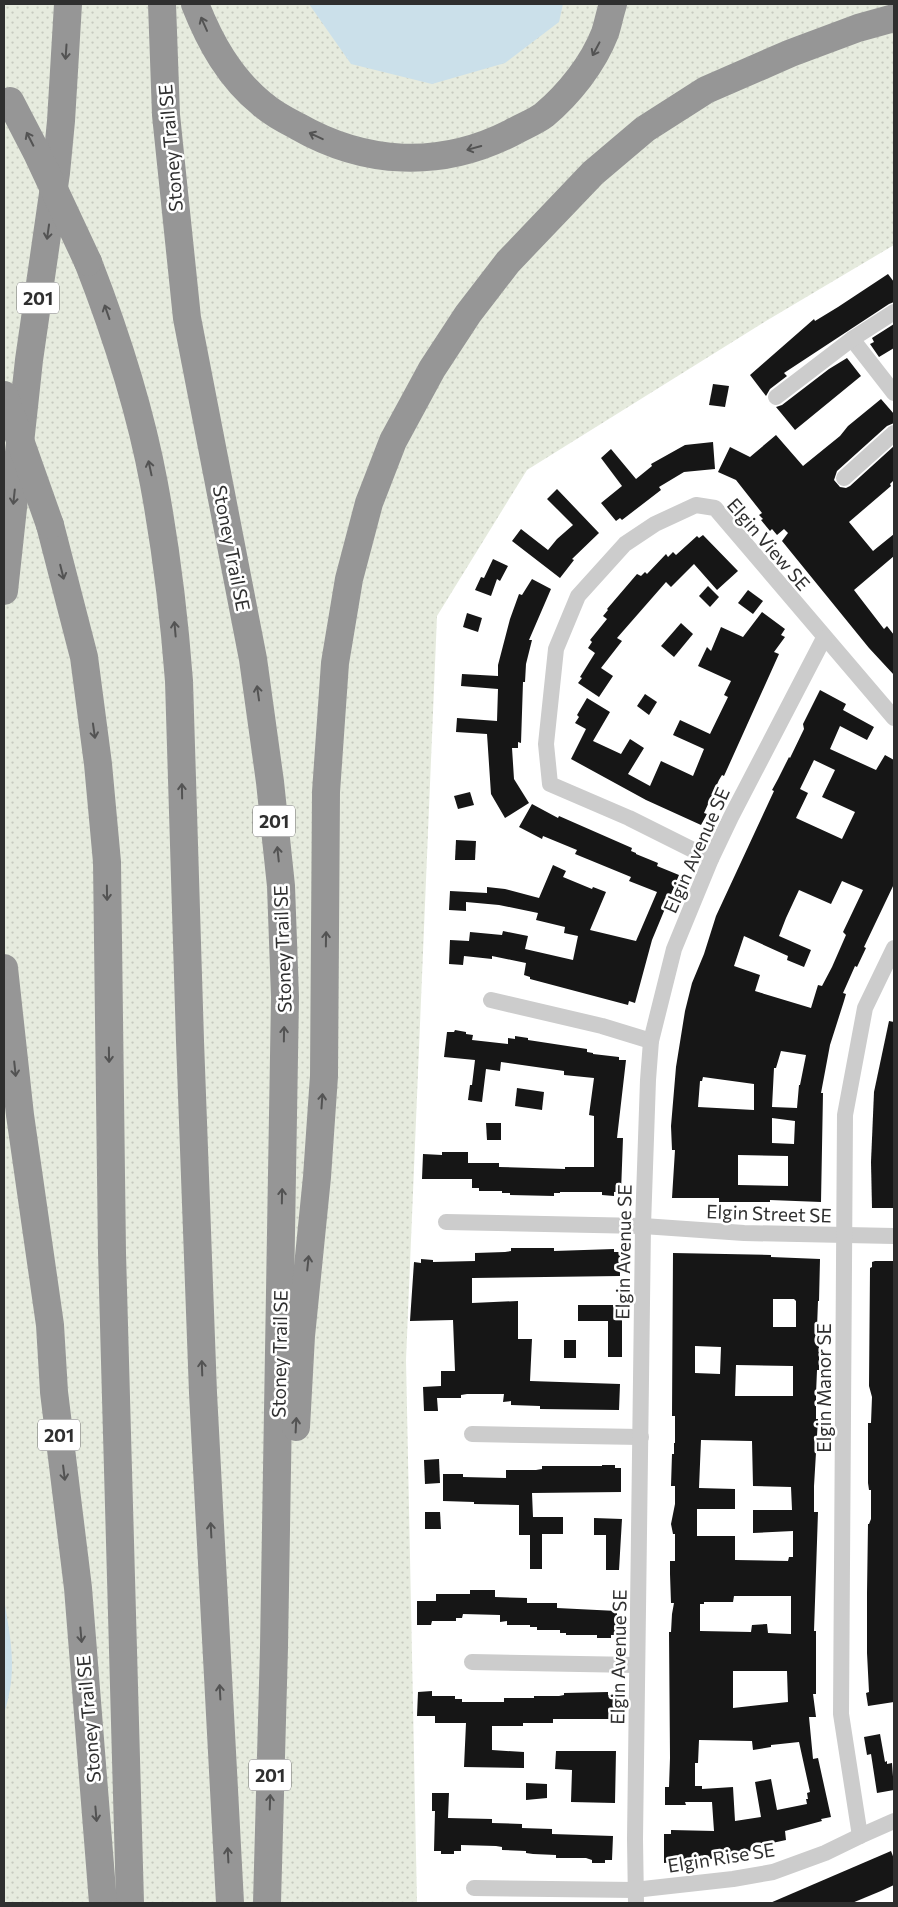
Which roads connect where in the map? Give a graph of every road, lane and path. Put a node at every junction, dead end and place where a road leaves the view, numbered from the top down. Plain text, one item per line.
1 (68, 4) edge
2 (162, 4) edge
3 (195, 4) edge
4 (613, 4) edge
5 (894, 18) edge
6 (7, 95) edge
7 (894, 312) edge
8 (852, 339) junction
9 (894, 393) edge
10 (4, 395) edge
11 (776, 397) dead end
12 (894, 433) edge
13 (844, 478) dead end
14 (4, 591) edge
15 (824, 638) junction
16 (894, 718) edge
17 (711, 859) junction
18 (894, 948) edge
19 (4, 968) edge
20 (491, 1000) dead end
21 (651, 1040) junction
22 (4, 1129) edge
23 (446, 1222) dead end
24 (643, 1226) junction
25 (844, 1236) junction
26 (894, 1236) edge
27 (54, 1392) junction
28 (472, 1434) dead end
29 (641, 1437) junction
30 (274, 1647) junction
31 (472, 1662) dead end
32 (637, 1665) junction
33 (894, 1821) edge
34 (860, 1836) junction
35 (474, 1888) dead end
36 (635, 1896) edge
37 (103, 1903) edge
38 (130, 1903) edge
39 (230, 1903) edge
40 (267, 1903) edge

**********

EXERCISE
Return every line of the records exactly as given, pictures excluded.

YOUR RESPONSE
Which roads connect where in the map? Give a graph of every road, lane and path. Put a node at every junction, dead end and place where a road leaves the view, numbered from the top down. Plain text, one item per line.
1 (68, 4) edge
2 (162, 4) edge
3 (195, 4) edge
4 (613, 4) edge
5 (894, 18) edge
6 (7, 95) edge
7 (894, 312) edge
8 (852, 339) junction
9 (894, 393) edge
10 (4, 395) edge
11 (776, 397) dead end
12 (894, 433) edge
13 (844, 478) dead end
14 (4, 591) edge
15 (824, 638) junction
16 (894, 718) edge
17 (711, 859) junction
18 (894, 948) edge
19 (4, 968) edge
20 (491, 1000) dead end
21 (651, 1040) junction
22 (4, 1129) edge
23 (446, 1222) dead end
24 (643, 1226) junction
25 (844, 1236) junction
26 (894, 1236) edge
27 (54, 1392) junction
28 (472, 1434) dead end
29 (641, 1437) junction
30 (274, 1647) junction
31 (472, 1662) dead end
32 (637, 1665) junction
33 (894, 1821) edge
34 (860, 1836) junction
35 (474, 1888) dead end
36 (635, 1896) edge
37 (103, 1903) edge
38 (130, 1903) edge
39 (230, 1903) edge
40 (267, 1903) edge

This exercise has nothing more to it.